= WHAT THE TASK REQUIRES =
In full and word for word, copy the listing; no pictures belong in the copy.

= RECORDS SUPPLIED =
====================

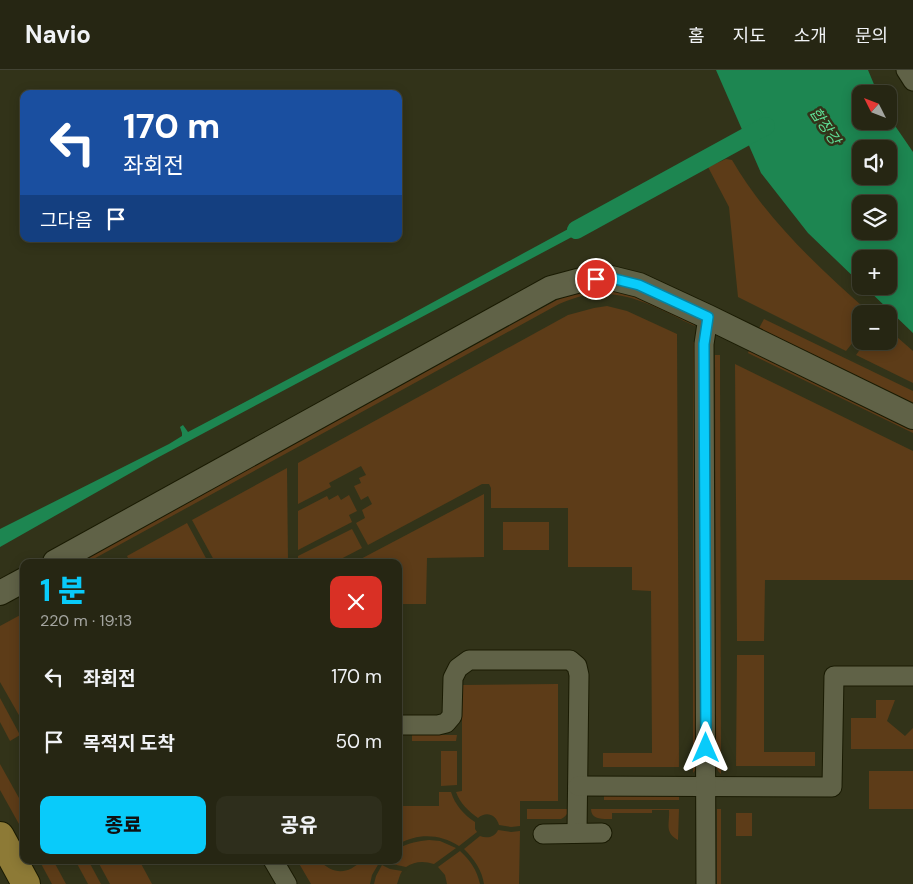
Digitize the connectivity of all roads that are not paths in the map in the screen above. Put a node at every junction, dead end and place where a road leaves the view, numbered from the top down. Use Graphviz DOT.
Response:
graph roads {
  1 [pos="906,70"];
  2 [pos="913,81"];
  3 [pos="708,317"];
  4 [pos="913,417"];
  5 [pos="60,559"];
  6 [pos="20,582"];
  7 [pos="0,593"];
  8 [pos="913,676"];
  9 [pos="402,725"];
  10 [pos="578,786"];
  11 [pos="706,786"];
  12 [pos="602,832"];
  13 [pos="577,833"];
  14 [pos="543,834"];
  15 [pos="0,836"];
  16 [pos="275,864"];
  17 [pos="26,884"];
  18 [pos="287,884"];
  19 [pos="706,884"];
  1 -- 2 [label="street"];
  3 -- 4 [label="street"];
  3 -- 5 [label="street"];
  3 -- 11 [label="street"];
  6 -- 7 [label="street"];
  8 -- 11 [label="street"];
  9 -- 10 [label="street"];
  10 -- 11 [label="street"];
  10 -- 13 [label="street"];
  11 -- 19 [label="street"];
  12 -- 13 [label="street"];
  13 -- 14 [label="street"];
  15 -- 17 [label="main road"];
  16 -- 18 [label="street"];
}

====================

= RESULT OF THIS EXERCISE =
Digitize the connectivity of all roads that are not paths in the map in the screen above. Put a node at every junction, dead end and place where a road leaves the view, numbered from the top down. Use Graphviz DOT.
Response:
graph roads {
  1 [pos="906,70"];
  2 [pos="913,81"];
  3 [pos="708,317"];
  4 [pos="913,417"];
  5 [pos="60,559"];
  6 [pos="20,582"];
  7 [pos="0,593"];
  8 [pos="913,676"];
  9 [pos="402,725"];
  10 [pos="578,786"];
  11 [pos="706,786"];
  12 [pos="602,832"];
  13 [pos="577,833"];
  14 [pos="543,834"];
  15 [pos="0,836"];
  16 [pos="275,864"];
  17 [pos="26,884"];
  18 [pos="287,884"];
  19 [pos="706,884"];
  1 -- 2 [label="street"];
  3 -- 4 [label="street"];
  3 -- 5 [label="street"];
  3 -- 11 [label="street"];
  6 -- 7 [label="street"];
  8 -- 11 [label="street"];
  9 -- 10 [label="street"];
  10 -- 11 [label="street"];
  10 -- 13 [label="street"];
  11 -- 19 [label="street"];
  12 -- 13 [label="street"];
  13 -- 14 [label="street"];
  15 -- 17 [label="main road"];
  16 -- 18 [label="street"];
}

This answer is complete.